Depuis mon lit, je regarde le plafond. Depuis mon lit, je regarde le mur. Depuis mon lit, je vois l’heure s’afficher sur le réveil, légère lumière verte faussant discrètement l’obscurité de la pièce. Dans mon lit, je me dis qu’une fois encore le sommeil ne viendra pas. Alors je me tourne je me retourne, tentant de découvrir toutes les aspérités de mon oreiller. Au bout de mes mains, des tremblements, des doigts qui touchent quelques centimètres de matelas car le drap s’est enlevé c’est insupportable je ne peux pas le remettre. Au bout de mes pieds, le chat qui pionce, ronfle légèrement. Dans mon lit, je pense à cette ordonnance de benzo qui n’a pas été renouvelée. Dans mon lit, le manque me fait crisser des dents, déjà flinguées par trop de crises de tétanie.  Dans ma tête, je me dis que je n’arriverai jamais à me sevrer, qu’il me sera impossible de dormir normalement à nouveau. Dans mes oreilles, l’acouphène hurle, libéré par l’arrêt du traitement, sifflement continu, bruit blanc déchirant le silence. Alors je serre la mâchoire, j’explose l’émail de mes dents. Dans ma poitrine, mon cœur tape, avec une légère douleur. C’est le stress, la fatigue à l’amorce de cette deuxième nuit sans sommeil je vais mourir je suis seul je vais mourir personne ne le saura je suis seul mon oreille siffle. Dans mon lit, je me tourne je me retourne. Depuis mon lit, je vérifie mon réveil, le retarde de 15 minutes, bonus temporel salutaire. Dans mon lit, je pense à elle, et puis j’ai peur. Dans mon lit, j’écrase mes globes oculaires, doucement mais surement, car j’ai lu il y a vingt ans que cela pouvait aider à dormir. Dans mon lit, je transpire, je respire, je sens les draps moites coller à mes jambes, alors je me redresse.
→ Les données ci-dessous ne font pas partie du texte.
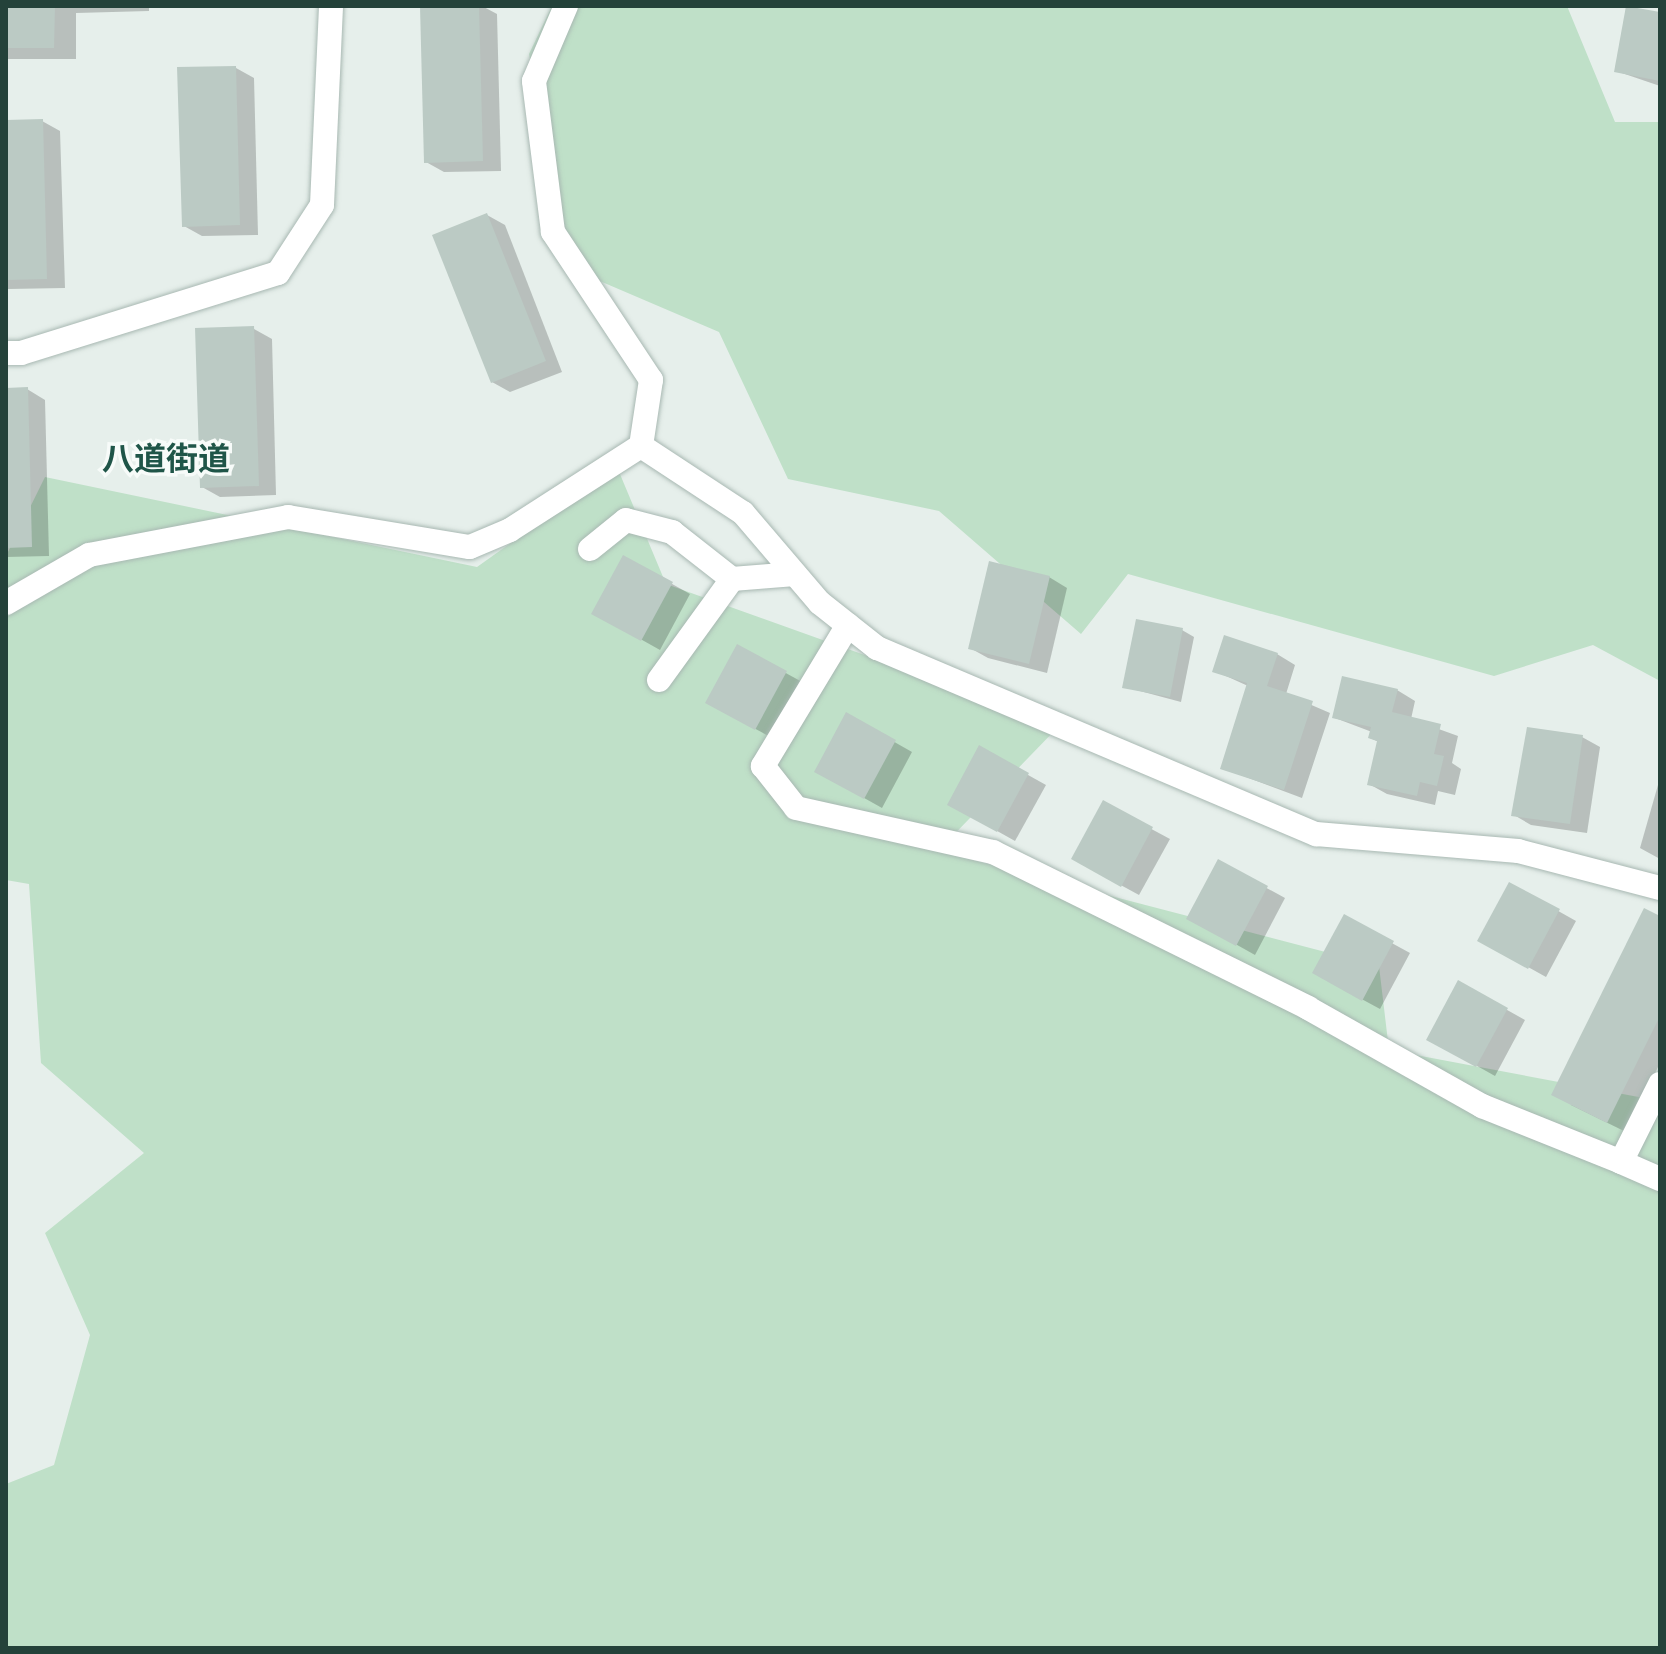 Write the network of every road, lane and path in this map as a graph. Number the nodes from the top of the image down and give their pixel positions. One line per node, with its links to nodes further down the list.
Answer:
1 (331, 6): 3 (street)
2 (566, 6): 4 (street)
3 (6, 353)
4 (641, 446): 6 (street); 8 (street)
5 (590, 549): 7 (street)
6 (795, 574): 7 (street); 9 (street)
7 (732, 579): 10 (street)
8 (6, 603)
9 (848, 625): 11 (street); 13 (street)
10 (659, 680)
11 (1660, 888)
12 (1660, 1084): 13 (street)
13 (1621, 1162): 14 (street)
14 (1660, 1179)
Dans ma chambre, je repousse du pied le linge sale et me dirige vers les chiottes. Dans ma cuisine, j’allume la lumière, et observe filer les poissons d’argent sur le carrelage, se dirigeant vers les anfractuosités des murs. Dans ma cuisine, certaines de ces mini limaces affamées ne fuient pas, et forment des agrégats gluants entourant les trois ou quatre croquettes de mon chat tombées de leur bol. Dans ma cuisine, cherchant un sens à cette nuit blanche, je regarde depuis plusieurs minutes ces minuscules boules visqueuses se repaître, semblables à un mini nid de serpents, enchevêtrement d’insectes copulant autour d’une miette. Dans la nuit, à cette heure précise, seuls les poissons d’argents sont vivants. Dans ma salle de bain, je pisse, l’épaule adossée contre le mur, en fixant l’hélice de l’évacuation d’air qui tourne sur elle même. Je serre les dents, d’avant en arrière, d’arrière en avant, jusqu’à entendre ma mâchoire craquer. Dans ma salle de bain, cela fait maintenant vingt minutes que je regarde le cercle tourner, distinguant à travers quelques nuages rougeâtres de pollution dans le ciel. Dans ma salle de bain, je prends un peu d’eau au robinet, puis je repasse à coté du nid de serpents en m’efforçant de ne pas regarder.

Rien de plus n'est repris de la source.